Los recientes cambios legales sobre el manejo que deben observar los gobiernos de los niños migrantes han creado la falsa esperanza de que los menores y quienes los acompañan no son sujetos de detención. Lo cierto es que adultos y niños sí pueden ser retenidos y eventualmente deportados del país.

Los números muestran el grado de presión que ha logrado ejercer Washington sobre México en el tema migratorio: de acuerdo con el gobierno mexicano, en diciembre de 2020, al inicio de la presente administración, 6 mil 172 adultos fueron detenidos por el Instituto Nacional de Migración y 1 mil 525 niños fueron presentados ante el Sistema Nacional del DIF; en marzo de 2021, la cifra se disparó a 17 mil 445 mayores y 3 mil 139 menores retenidos.

Pero el éxodo no mengua y los riesgos parecen menos de este lado del Suchiate.

 

 

Los tres hermanos hondureños han sido arrastrados por los 834 kilómetros más violentos del planeta, desde Tegucigalpa a través de El Salvador, Guatemala y un pedacito de México hasta Tapachula.
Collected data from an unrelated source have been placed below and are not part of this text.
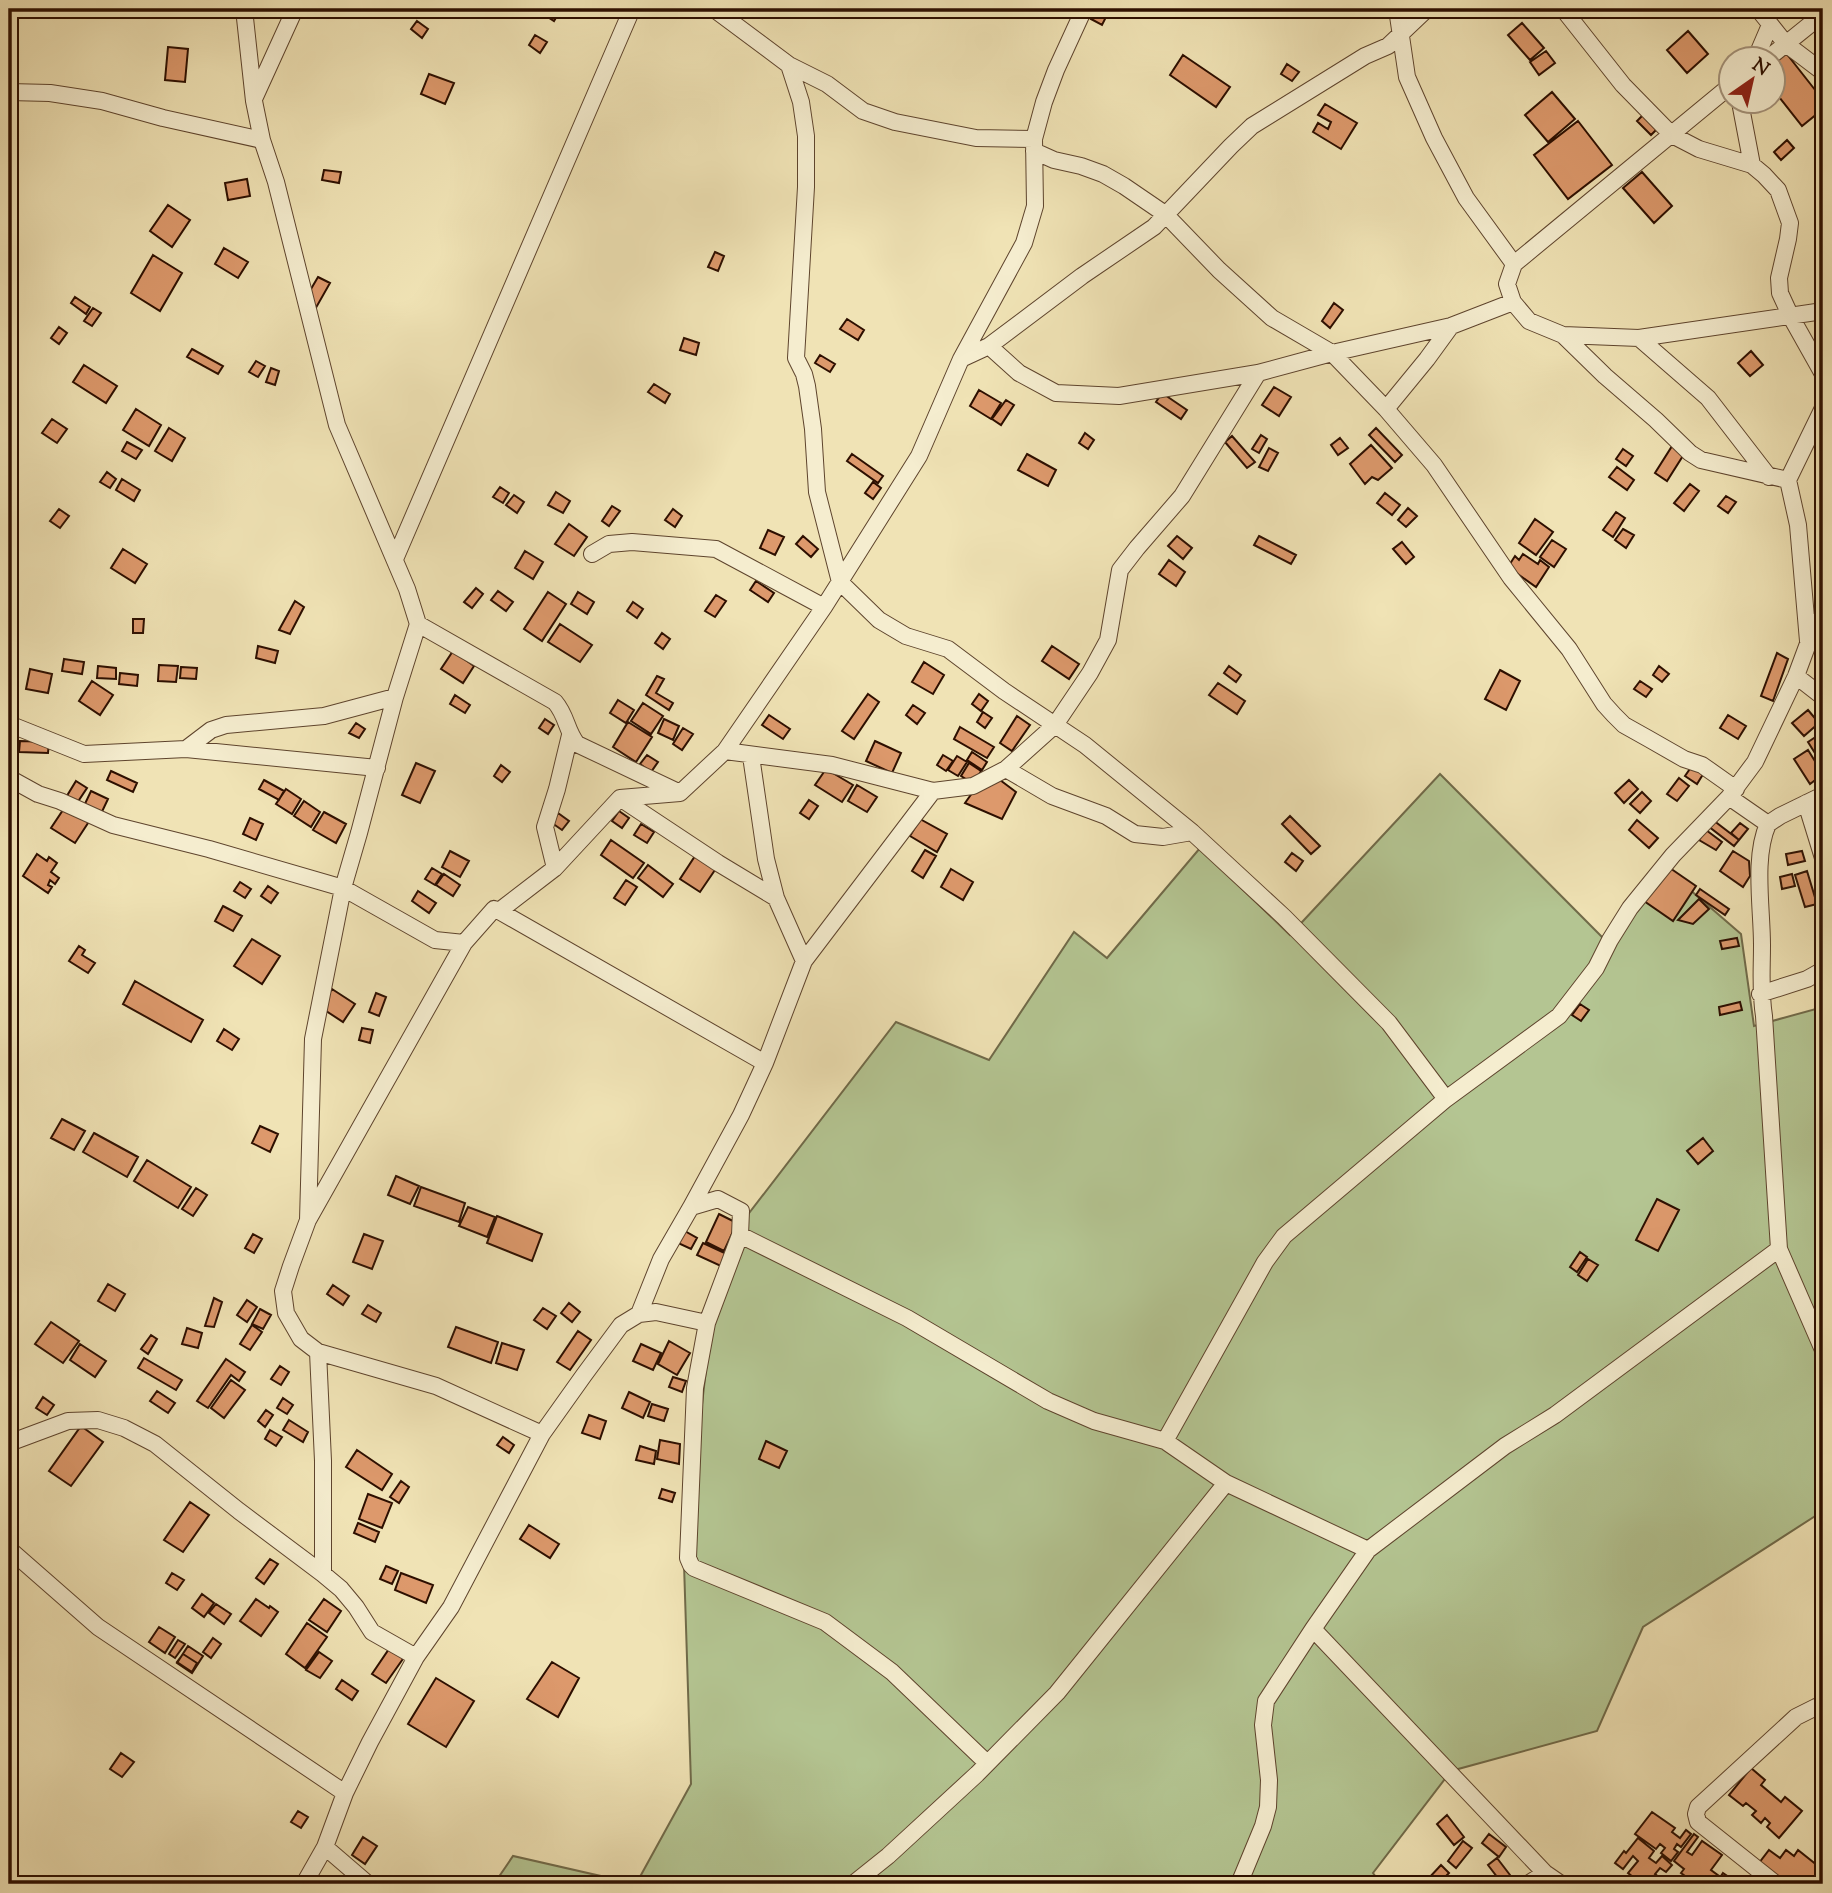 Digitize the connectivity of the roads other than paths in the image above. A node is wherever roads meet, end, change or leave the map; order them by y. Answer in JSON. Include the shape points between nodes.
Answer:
{"nodes":[{"id":1,"x":244,"y":9,"type":"edge"},
{"id":2,"x":295,"y":9,"type":"edge"},
{"id":3,"x":632,"y":9,"type":"edge"},
{"id":4,"x":1084,"y":9,"type":"edge"},
{"id":5,"x":1397,"y":9,"type":"edge"},
{"id":6,"x":1424,"y":9,"type":"edge"},
{"id":7,"x":1563,"y":9,"type":"edge"},
{"id":8,"x":1759,"y":9,"type":"edge"},
{"id":9,"x":722,"y":12,"type":"edge"},
{"id":10,"x":1823,"y":14,"type":"edge"},
{"id":11,"x":1770,"y":25,"type":"junction"},
{"id":12,"x":1402,"y":34,"type":"junction"},
{"id":13,"x":1786,"y":44,"type":"junction"},
{"id":14,"x":1761,"y":46,"type":"edge"},
{"id":15,"x":1784,"y":46,"type":"edge"},
{"id":16,"x":789,"y":65,"type":"junction"},
{"id":17,"x":1823,"y":72,"type":"edge"},
{"id":18,"x":9,"y":92,"type":"edge"},
{"id":19,"x":1716,"y":98,"type":"edge"},
{"id":20,"x":254,"y":101,"type":"junction"},
{"id":21,"x":1743,"y":116,"type":"edge"},
{"id":22,"x":1672,"y":135,"type":"junction"},
{"id":23,"x":262,"y":140,"type":"junction"},
{"id":24,"x":1034,"y":145,"type":"junction"},
{"id":25,"x":1752,"y":165,"type":"junction"},
{"id":26,"x":1165,"y":214,"type":"junction"},
{"id":27,"x":1514,"y":264,"type":"junction"},
{"id":28,"x":1513,"y":302,"type":"junction"},
{"id":29,"x":1823,"y":311,"type":"edge"},
{"id":30,"x":1791,"y":317,"type":"junction"},
{"id":31,"x":1451,"y":326,"type":"junction"},
{"id":32,"x":1563,"y":335,"type":"junction"},
{"id":33,"x":1639,"y":338,"type":"junction"},
{"id":34,"x":989,"y":346,"type":"junction"},
{"id":35,"x":1332,"y":353,"type":"junction"},
{"id":36,"x":961,"y":359,"type":"junction"},
{"id":37,"x":1258,"y":373,"type":"junction"},
{"id":38,"x":1823,"y":374,"type":"edge"},
{"id":39,"x":1823,"y":408,"type":"edge"},
{"id":40,"x":1386,"y":409,"type":"junction"},
{"id":41,"x":1769,"y":477,"type":"junction"},
{"id":42,"x":1788,"y":480,"type":"junction"},
{"id":43,"x":592,"y":554,"type":"dead end"},
{"id":44,"x":395,"y":559,"type":"junction"},
{"id":45,"x":840,"y":582,"type":"junction"},
{"id":46,"x":824,"y":607,"type":"junction"},
{"id":47,"x":1823,"y":614,"type":"edge"},
{"id":48,"x":418,"y":624,"type":"junction"},
{"id":49,"x":1808,"y":641,"type":"junction"},
{"id":50,"x":1797,"y":676,"type":"junction"},
{"id":51,"x":395,"y":697,"type":"junction"},
{"id":52,"x":1823,"y":697,"type":"edge"},
{"id":53,"x":9,"y":724,"type":"edge"},
{"id":54,"x":1055,"y":725,"type":"junction"},
{"id":55,"x":570,"y":735,"type":"junction"},
{"id":56,"x":186,"y":749,"type":"junction"},
{"id":57,"x":725,"y":751,"type":"junction"},
{"id":58,"x":751,"y":756,"type":"junction"},
{"id":59,"x":377,"y":768,"type":"junction"},
{"id":60,"x":1006,"y":769,"type":"junction"},
{"id":61,"x":9,"y":778,"type":"edge"},
{"id":62,"x":933,"y":791,"type":"junction"},
{"id":63,"x":680,"y":793,"type":"junction"},
{"id":64,"x":1732,"y":793,"type":"junction"},
{"id":65,"x":1823,"y":795,"type":"edge"},
{"id":66,"x":620,"y":797,"type":"junction"},
{"id":67,"x":1806,"y":803,"type":"junction"},
{"id":68,"x":1768,"y":824,"type":"junction"},
{"id":69,"x":1192,"y":832,"type":"junction"},
{"id":70,"x":1823,"y":858,"type":"edge"},
{"id":71,"x":555,"y":868,"type":"junction"},
{"id":72,"x":343,"y":888,"type":"junction"},
{"id":73,"x":776,"y":898,"type":"junction"},
{"id":74,"x":499,"y":911,"type":"junction"},
{"id":75,"x":464,"y":943,"type":"junction"},
{"id":76,"x":804,"y":961,"type":"junction"},
{"id":77,"x":1823,"y":970,"type":"edge"},
{"id":78,"x":1760,"y":994,"type":"junction"},
{"id":79,"x":765,"y":1063,"type":"junction"},
{"id":80,"x":1446,"y":1099,"type":"junction"},
{"id":81,"x":691,"y":1207,"type":"junction"},
{"id":82,"x":308,"y":1220,"type":"junction"},
{"id":83,"x":740,"y":1235,"type":"junction"},
{"id":84,"x":1779,"y":1249,"type":"junction"},
{"id":85,"x":639,"y":1314,"type":"junction"},
{"id":86,"x":707,"y":1323,"type":"junction"},
{"id":87,"x":1823,"y":1350,"type":"edge"},
{"id":88,"x":318,"y":1352,"type":"junction"},
{"id":89,"x":542,"y":1434,"type":"junction"},
{"id":90,"x":1165,"y":1441,"type":"junction"},
{"id":91,"x":9,"y":1443,"type":"edge"},
{"id":92,"x":1226,"y":1483,"type":"junction"},
{"id":93,"x":9,"y":1549,"type":"edge"},
{"id":94,"x":1368,"y":1550,"type":"junction"},
{"id":95,"x":323,"y":1574,"type":"junction"},
{"id":96,"x":1313,"y":1629,"type":"junction"},
{"id":97,"x":416,"y":1657,"type":"junction"},
{"id":98,"x":1823,"y":1705,"type":"edge"},
{"id":99,"x":988,"y":1763,"type":"junction"},
{"id":100,"x":345,"y":1793,"type":"junction"},
{"id":101,"x":325,"y":1847,"type":"junction"},
{"id":102,"x":1545,"y":1873,"type":"junction"},
{"id":103,"x":361,"y":1881,"type":"edge"},
{"id":104,"x":304,"y":1884,"type":"edge"},
{"id":105,"x":853,"y":1884,"type":"edge"},
{"id":106,"x":1239,"y":1884,"type":"edge"},
{"id":107,"x":1528,"y":1884,"type":"edge"},
{"id":108,"x":1561,"y":1884,"type":"edge"},
{"id":109,"x":1776,"y":1884,"type":"edge"}],
"edges":[{"from":1,"to":20,"type":"street"},
{"from":2,"to":20,"type":"street"},
{"from":3,"to":44,"type":"street"},
{"from":4,"to":24,"type":"street","via":[[1056,70]]},
{"from":5,"to":12,"type":"street"},
{"from":6,"to":12,"type":"street"},
{"from":7,"to":22,"type":"street","via":[[1623,85]]},
{"from":8,"to":11,"type":"street"},
{"from":9,"to":16,"type":"street"},
{"from":10,"to":13,"type":"street"},
{"from":11,"to":13,"type":"street"},
{"from":11,"to":14,"type":"street"},
{"from":12,"to":26,"type":"street","via":[[1252,126]]},
{"from":12,"to":27,"type":"street","via":[[1407,77],[1434,138],[1465,198]]},
{"from":13,"to":15,"type":"street"},
{"from":13,"to":17,"type":"street"},
{"from":16,"to":24,"type":"street","via":[[827,84],[863,111],[895,122]]},
{"from":16,"to":45,"type":"street","via":[[806,136],[796,358],[807,386],[817,492]]},
{"from":18,"to":23,"type":"street","via":[[102,101]]},
{"from":19,"to":22,"type":"street"},
{"from":20,"to":23,"type":"street"},
{"from":21,"to":25,"type":"street"},
{"from":22,"to":25,"type":"street","via":[[1699,149]]},
{"from":22,"to":27,"type":"street"},
{"from":23,"to":44,"type":"street","via":[[337,425]]},
{"from":24,"to":26,"type":"street","via":[[1054,160],[1103,174]]},
{"from":24,"to":36,"type":"street","via":[[1035,206],[1024,243]]},
{"from":25,"to":30,"type":"street","via":[[1778,190],[1790,223],[1779,278]]},
{"from":26,"to":34,"type":"street","via":[[1154,227]]},
{"from":26,"to":35,"type":"street","via":[[1272,318]]},
{"from":27,"to":28,"type":"street","via":[[1507,284]]},
{"from":28,"to":31,"type":"street"},
{"from":28,"to":32,"type":"street","via":[[1529,321]]},
{"from":29,"to":30,"type":"street"},
{"from":30,"to":33,"type":"street"},
{"from":30,"to":38,"type":"street"},
{"from":31,"to":35,"type":"street"},
{"from":31,"to":40,"type":"street"},
{"from":32,"to":33,"type":"street"},
{"from":32,"to":41,"type":"street","via":[[1690,453],[1701,460]]},
{"from":33,"to":41,"type":"street","via":[[1708,398]]},
{"from":34,"to":36,"type":"street"},
{"from":34,"to":37,"type":"street","via":[[1019,373],[1056,393],[1119,396]]},
{"from":35,"to":37,"type":"street"},
{"from":35,"to":40,"type":"street"},
{"from":36,"to":45,"type":"street","via":[[919,456]]},
{"from":37,"to":54,"type":"street","via":[[1182,496],[1120,570],[1108,640]]},
{"from":39,"to":42,"type":"street"},
{"from":40,"to":64,"type":"street","via":[[1434,465],[1604,704],[1624,724],[1702,765]]},
{"from":41,"to":42,"type":"street"},
{"from":42,"to":49,"type":"street","via":[[1798,525]]},
{"from":43,"to":46,"type":"street","via":[[609,544],[632,542],[716,549]]},
{"from":44,"to":48,"type":"street"},
{"from":45,"to":46,"type":"street"},
{"from":45,"to":54,"type":"street","via":[[878,620],[906,636],[948,649]]},
{"from":46,"to":57,"type":"street"},
{"from":47,"to":49,"type":"street"},
{"from":48,"to":51,"type":"street"},
{"from":48,"to":55,"type":"street","via":[[555,702],[564,713]]},
{"from":49,"to":50,"type":"street"},
{"from":50,"to":52,"type":"street"},
{"from":50,"to":64,"type":"street","via":[[1755,762]]},
{"from":51,"to":56,"type":"street","via":[[324,716],[226,725]]},
{"from":51,"to":59,"type":"street"},
{"from":53,"to":56,"type":"street","via":[[84,754]]},
{"from":54,"to":60,"type":"street"},
{"from":54,"to":69,"type":"street"},
{"from":55,"to":63,"type":"street","via":[[577,744]]},
{"from":55,"to":71,"type":"street","via":[[545,827]]},
{"from":56,"to":59,"type":"street"},
{"from":57,"to":58,"type":"street"},
{"from":57,"to":63,"type":"street"},
{"from":58,"to":62,"type":"street","via":[[832,765]]},
{"from":58,"to":73,"type":"street"},
{"from":59,"to":72,"type":"street"},
{"from":60,"to":62,"type":"street","via":[[973,786]]},
{"from":60,"to":69,"type":"street","via":[[1135,834],[1163,837]]},
{"from":61,"to":72,"type":"street","via":[[113,825]]},
{"from":62,"to":76,"type":"street"},
{"from":63,"to":66,"type":"street"},
{"from":64,"to":68,"type":"street"},
{"from":64,"to":80,"type":"street","via":[[1630,908],[1596,968],[1559,1016]]},
{"from":65,"to":67,"type":"street"},
{"from":66,"to":71,"type":"street"},
{"from":66,"to":73,"type":"street"},
{"from":67,"to":68,"type":"street"},
{"from":67,"to":70,"type":"street"},
{"from":68,"to":78,"type":"street","via":[[1759,888]]},
{"from":69,"to":80,"type":"street","via":[[1388,1023]]},
{"from":71,"to":74,"type":"street"},
{"from":72,"to":75,"type":"street","via":[[435,940]]},
{"from":72,"to":82,"type":"street","via":[[313,1039]]},
{"from":73,"to":76,"type":"street"},
{"from":74,"to":75,"type":"street","via":[[494,909]]},
{"from":74,"to":79,"type":"street"},
{"from":75,"to":82,"type":"street"},
{"from":76,"to":79,"type":"street"},
{"from":77,"to":78,"type":"street"},
{"from":78,"to":84,"type":"street"},
{"from":79,"to":81,"type":"street"},
{"from":80,"to":90,"type":"street","via":[[1272,1249]]},
{"from":81,"to":83,"type":"street","via":[[718,1199],[741,1212]]},
{"from":81,"to":85,"type":"street","via":[[661,1259]]},
{"from":82,"to":88,"type":"street","via":[[283,1291],[286,1313],[296,1331]]},
{"from":83,"to":86,"type":"street"},
{"from":83,"to":90,"type":"street","via":[[907,1318],[1048,1401]]},
{"from":84,"to":87,"type":"street"},
{"from":84,"to":94,"type":"street"},
{"from":85,"to":86,"type":"street","via":[[656,1312]]},
{"from":85,"to":89,"type":"street","via":[[621,1325]]},
{"from":86,"to":99,"type":"street","via":[[695,1388],[691,1565],[825,1622],[892,1671]]},
{"from":88,"to":89,"type":"street","via":[[436,1386]]},
{"from":88,"to":95,"type":"street"},
{"from":89,"to":97,"type":"street","via":[[451,1607]]},
{"from":90,"to":92,"type":"street"},
{"from":91,"to":95,"type":"street","via":[[68,1421],[98,1420],[124,1428],[155,1444]]},
{"from":92,"to":94,"type":"street"},
{"from":92,"to":99,"type":"street","via":[[1057,1693]]},
{"from":93,"to":100,"type":"street","via":[[98,1627]]},
{"from":94,"to":96,"type":"street"},
{"from":95,"to":97,"type":"street","via":[[341,1589],[372,1632]]},
{"from":96,"to":102,"type":"street"},
{"from":96,"to":106,"type":"street","via":[[1266,1702],[1268,1807]]},
{"from":97,"to":100,"type":"street"},
{"from":98,"to":109,"type":"street","via":[[1796,1717],[1698,1807],[1696,1814],[1698,1822]]},
{"from":99,"to":105,"type":"street"},
{"from":100,"to":101,"type":"street"},
{"from":101,"to":103,"type":"street"},
{"from":101,"to":104,"type":"street"},
{"from":102,"to":107,"type":"street"},
{"from":102,"to":108,"type":"street"}]}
Los niños se han convertido en un salvoconducto utilizado con mayor o menor buena fe por parte de sus familiares o extraños para evitar ser detenidos en su tránsito hacia Estados Unidos.
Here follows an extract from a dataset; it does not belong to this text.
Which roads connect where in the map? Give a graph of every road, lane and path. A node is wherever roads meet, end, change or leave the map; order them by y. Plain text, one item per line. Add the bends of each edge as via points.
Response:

En estos días ha arreciado la marea de hondureños, que principalmente huyen de la violencia, aunque sus relatos resulten idénticos a los que a diario se cuentan en Guanajuato o Michoacán.
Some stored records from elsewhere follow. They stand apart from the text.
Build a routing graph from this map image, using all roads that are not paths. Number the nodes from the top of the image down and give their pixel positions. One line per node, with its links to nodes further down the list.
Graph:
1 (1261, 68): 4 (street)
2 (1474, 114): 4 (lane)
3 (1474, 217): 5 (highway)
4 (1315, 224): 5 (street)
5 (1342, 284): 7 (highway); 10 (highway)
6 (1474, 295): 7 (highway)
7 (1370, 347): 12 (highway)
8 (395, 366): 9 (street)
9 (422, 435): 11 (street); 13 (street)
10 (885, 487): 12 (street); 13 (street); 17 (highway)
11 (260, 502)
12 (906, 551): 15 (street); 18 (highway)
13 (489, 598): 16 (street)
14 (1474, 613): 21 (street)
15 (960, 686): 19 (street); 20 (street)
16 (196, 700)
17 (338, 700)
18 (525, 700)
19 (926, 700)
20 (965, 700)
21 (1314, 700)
O haitianos y africanos que llegan perseguidos por el hambre, aunque su queja ocurre en Chiapas, otro de los lugares más pobres del continente.

O de un régimen dictatorial que los asfixia por hablar.

“Tenemos 60 años con el mismo presidente, Fidel Castro, aunque luego tuviera por nombre el de su hermano Raúl, o ahora el de Miguel Díaz-Canel”, enuncia con sus tres muchachos y su esposo rodeándola. “Allá te persiguen por hablar, por pensar en cambiar tu gobierno. Al menos, nosotros pudimos salir completos”.

Niños enjaulados al norte. Niños bajo las balas del sur. Niños a su suerte en México.

Esta es una de las sedes del DIF convertidas, ante la presente emergencia, en refugio de menores. Ella es Irma, una muchachita de 16 años que en apariencia lo ha logrado, aunque, en realidad, apenas esté empezando.

 

 

Apenas se le pregunta, recoge del piso un fólder de donde extrae un documento oficial de seguridad con su nombre y sellos del gobierno mexicano que dan fe de que, en efecto, es una niña con la muerte pisándole los talones.

Tras conseguir su reconocimiento como refugiada, pone la mirada en Saltillo, Coahuila, a 1 mil 984 kilómetros de donde ha recibido un plato de arroz, un poco de carne y muchas, muchas galletas de animalitos.

—¿Quién la quiere matar? —pregunto a la jovencita, vestida con ropa vieja, regalada. Adentro de las instalaciones, su hermano, de 17 años, espera la resolución de su caso.

—Vendo jugos en Tegucigalpa y me extorsionan —duda en seguir y mira a otro de sus hermanos, un muchacho que debe tener algunos días más que la mayoría de edad.

—Hace un año —dice él—entraron a mi casa para matar a mis primos. El menor andaba en algo, pero lo encontraron con sus dos hermanos y los asesinaron con las AK-47. Ahí estaba mi abuela, de 90 años. A ella la golpearon y nosotros, que estábamos ahí, por la hornilla, salimos corriendo para acá.